2)      The failure of the author to properly develop backstory motivation.  I am going to pick on Al on this one.  A girl moves to a haunted house that just coincidentally belonged to her grandfather although her own father isn’t even aware of this.  It is not believable unless you develop how it came about, why did the family chose this house?  Could it have struck a chord of memory in her Dad? A feeling he was home?  And you need to have that scene in the beginning before the move, when they are looking for a place.

 

 

Now for the final leg of our three part plot.

 

CONFLICT  da da da dum.

Conflict is not an optional element.  It is required in all commercial fiction.  It is the obstacle your character faces and must overcome to reach his goal.  It is a struggle in which the outcome is in doubt.  It is bad things happening, it is friction, tension, opposition.  Without it your book is a flop.  Yawn―booorrring.

 

Readers want characters to earn their rewards, just like in real life.

Knowing your conflict allows you to create tense scenes, you know what’s at stake.  Conflicts test your characters, they learn and grow.

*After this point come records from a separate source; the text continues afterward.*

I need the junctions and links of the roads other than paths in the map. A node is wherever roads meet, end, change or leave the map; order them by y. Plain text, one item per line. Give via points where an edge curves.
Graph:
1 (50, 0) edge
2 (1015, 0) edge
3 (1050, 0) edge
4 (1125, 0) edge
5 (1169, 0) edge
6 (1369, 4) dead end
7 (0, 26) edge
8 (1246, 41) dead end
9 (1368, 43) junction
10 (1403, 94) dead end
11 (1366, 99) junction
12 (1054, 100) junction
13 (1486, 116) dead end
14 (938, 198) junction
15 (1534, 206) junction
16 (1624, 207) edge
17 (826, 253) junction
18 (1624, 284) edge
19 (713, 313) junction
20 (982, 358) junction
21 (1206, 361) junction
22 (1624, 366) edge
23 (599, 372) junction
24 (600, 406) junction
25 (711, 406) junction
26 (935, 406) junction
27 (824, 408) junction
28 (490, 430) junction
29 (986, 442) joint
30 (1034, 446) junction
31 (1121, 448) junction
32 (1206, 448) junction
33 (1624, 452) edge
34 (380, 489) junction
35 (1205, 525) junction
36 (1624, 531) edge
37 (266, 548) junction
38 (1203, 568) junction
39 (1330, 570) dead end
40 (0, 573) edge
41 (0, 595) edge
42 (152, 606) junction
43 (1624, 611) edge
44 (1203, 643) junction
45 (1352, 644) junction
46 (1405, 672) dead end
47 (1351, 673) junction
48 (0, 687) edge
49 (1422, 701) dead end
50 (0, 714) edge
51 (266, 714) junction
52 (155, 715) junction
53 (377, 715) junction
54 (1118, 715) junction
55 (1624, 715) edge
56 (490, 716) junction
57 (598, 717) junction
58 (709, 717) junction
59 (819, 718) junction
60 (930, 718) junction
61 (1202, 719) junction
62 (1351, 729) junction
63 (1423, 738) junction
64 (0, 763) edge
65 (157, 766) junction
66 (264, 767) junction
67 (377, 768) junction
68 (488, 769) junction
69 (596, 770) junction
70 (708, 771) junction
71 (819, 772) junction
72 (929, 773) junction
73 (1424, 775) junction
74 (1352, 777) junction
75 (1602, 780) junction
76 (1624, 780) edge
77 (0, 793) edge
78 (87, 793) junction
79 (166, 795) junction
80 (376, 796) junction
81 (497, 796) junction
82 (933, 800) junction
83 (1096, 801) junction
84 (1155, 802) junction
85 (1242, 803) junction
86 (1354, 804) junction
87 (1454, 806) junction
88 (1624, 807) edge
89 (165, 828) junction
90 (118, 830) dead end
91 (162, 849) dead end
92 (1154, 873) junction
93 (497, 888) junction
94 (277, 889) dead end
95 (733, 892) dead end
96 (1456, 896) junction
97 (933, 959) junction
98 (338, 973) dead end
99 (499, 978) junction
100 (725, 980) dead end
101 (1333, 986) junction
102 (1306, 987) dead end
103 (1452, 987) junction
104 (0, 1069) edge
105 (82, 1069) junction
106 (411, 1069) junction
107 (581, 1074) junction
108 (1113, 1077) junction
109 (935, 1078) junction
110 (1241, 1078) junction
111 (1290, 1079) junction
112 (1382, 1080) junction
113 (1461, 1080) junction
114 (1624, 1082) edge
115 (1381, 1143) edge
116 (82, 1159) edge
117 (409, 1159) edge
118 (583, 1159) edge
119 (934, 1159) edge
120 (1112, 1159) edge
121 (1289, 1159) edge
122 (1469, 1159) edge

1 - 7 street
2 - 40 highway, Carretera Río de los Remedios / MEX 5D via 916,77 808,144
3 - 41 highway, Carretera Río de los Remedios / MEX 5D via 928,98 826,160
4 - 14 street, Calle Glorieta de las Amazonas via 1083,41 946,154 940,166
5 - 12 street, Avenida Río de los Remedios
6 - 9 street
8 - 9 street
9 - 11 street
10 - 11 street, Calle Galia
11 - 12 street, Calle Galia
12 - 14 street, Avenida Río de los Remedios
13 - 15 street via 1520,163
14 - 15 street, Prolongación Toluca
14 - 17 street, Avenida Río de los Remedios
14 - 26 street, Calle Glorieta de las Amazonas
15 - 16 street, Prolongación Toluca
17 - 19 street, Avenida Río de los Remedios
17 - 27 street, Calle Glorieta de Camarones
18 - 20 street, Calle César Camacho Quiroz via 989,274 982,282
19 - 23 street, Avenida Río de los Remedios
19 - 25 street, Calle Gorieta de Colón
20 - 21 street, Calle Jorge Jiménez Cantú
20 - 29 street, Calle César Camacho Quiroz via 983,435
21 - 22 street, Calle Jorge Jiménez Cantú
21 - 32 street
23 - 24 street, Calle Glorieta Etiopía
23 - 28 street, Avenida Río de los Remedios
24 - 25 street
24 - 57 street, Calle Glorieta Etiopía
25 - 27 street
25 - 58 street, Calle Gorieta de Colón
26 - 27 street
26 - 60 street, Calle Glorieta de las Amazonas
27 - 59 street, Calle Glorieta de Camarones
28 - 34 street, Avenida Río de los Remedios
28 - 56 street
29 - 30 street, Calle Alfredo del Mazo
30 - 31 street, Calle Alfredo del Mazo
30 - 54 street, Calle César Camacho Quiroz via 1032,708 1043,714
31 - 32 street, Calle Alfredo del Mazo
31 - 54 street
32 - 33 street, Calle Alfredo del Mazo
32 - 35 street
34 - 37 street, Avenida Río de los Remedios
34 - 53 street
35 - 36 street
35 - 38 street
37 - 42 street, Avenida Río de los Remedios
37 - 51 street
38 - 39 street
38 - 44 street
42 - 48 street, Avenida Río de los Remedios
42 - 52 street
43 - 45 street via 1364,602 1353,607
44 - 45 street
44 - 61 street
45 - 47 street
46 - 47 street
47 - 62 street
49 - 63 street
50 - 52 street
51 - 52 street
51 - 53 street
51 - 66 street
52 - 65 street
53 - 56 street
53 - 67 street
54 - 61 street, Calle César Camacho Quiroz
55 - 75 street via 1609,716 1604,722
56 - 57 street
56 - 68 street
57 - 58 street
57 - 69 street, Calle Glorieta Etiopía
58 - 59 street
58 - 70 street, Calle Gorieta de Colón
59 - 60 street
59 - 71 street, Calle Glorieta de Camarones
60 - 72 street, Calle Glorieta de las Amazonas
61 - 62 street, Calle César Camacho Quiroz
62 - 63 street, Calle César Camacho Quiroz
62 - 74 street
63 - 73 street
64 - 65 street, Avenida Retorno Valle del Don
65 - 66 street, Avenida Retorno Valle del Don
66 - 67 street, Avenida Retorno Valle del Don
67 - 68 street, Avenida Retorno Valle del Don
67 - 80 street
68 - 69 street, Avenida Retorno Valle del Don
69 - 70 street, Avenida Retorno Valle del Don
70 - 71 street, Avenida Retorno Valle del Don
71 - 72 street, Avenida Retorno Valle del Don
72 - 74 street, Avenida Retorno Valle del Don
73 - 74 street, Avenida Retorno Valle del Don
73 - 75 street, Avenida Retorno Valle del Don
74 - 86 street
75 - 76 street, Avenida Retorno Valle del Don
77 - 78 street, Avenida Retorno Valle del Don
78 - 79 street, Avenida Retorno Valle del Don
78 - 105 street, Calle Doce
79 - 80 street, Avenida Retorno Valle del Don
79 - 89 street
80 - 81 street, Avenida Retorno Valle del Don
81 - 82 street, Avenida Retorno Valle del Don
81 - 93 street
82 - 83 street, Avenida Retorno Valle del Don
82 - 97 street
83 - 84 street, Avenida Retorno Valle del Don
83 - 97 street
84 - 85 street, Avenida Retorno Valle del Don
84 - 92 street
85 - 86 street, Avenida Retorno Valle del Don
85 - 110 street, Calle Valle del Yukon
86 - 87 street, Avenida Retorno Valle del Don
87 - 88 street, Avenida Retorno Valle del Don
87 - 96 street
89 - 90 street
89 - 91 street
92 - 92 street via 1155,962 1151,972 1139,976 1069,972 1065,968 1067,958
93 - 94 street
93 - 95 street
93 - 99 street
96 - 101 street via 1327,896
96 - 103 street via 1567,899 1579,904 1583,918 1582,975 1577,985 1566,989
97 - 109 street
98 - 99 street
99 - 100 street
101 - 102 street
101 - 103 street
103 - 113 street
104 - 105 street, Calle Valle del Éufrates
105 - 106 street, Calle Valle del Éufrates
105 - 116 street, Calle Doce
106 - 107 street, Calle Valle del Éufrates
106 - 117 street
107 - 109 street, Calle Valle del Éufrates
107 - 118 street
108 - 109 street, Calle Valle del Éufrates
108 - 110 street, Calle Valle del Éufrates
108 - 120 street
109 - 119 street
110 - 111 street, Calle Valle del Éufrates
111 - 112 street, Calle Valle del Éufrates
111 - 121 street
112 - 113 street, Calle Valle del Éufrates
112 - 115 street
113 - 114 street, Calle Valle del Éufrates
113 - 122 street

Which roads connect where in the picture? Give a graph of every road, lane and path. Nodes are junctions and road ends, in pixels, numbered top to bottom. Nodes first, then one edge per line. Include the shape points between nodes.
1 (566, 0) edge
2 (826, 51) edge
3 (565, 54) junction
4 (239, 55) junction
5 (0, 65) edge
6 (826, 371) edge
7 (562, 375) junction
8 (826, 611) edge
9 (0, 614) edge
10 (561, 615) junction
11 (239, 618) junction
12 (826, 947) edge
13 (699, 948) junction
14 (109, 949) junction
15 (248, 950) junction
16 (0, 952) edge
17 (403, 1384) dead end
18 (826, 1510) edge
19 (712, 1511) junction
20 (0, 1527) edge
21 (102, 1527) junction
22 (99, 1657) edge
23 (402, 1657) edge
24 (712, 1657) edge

The strength of your book is your conflict―it applies to your villain as well.  The villain must have strong GMC or we will not find him a viable opponent.

You must lay a foundation for conflict, create believable goals, motivate the characters, and nurture the conflict to the inevitable climax.  Escalate events in your book.  Introduce obstacles, each more difficult than the last (think Lord of the Rings).  Introduce clues that spell disaster as they pile up.  Raise the hair on the back of their necks.  But don’t overdo it.  Unrelenting conflict can numb the reader.

 

Last time I attempted this workshop I ran into some problems trying to explain how to apply this same concept to scenes.  It is extremely important information, so I’m going to try to give it another shot.

 

Creating a scene:  Showing not telling.

Every scene should do at least one of the following:

 

1)       illustrate a characters progress toward the goal or provide an experience which changes the goal.

2)       Provide a character with an experience that strengthens his motivation or changes his motivation.

3)       Bring a character into conflict with opposing forces.

 

 

See?  GMC!

 

In addition any scene should have three reasons for being in your book.  One of the above plus two more.  Some common reasons for scenes include:

 

1)      introduce villain or suspect

2)      discover clues

3)      sexual tension

4)      comic relief

5)      foreshadowing

6)      reveal secrets

7)      speed pacing

8)      establish/betray trust between characters

9)      etc.

 

 

Exercise: Take one of your stories and pick two characters.  Using the chart above fill in their goal motivation and conflict.  Next, choose one of your shorter scenes and look for the three reasons it exists.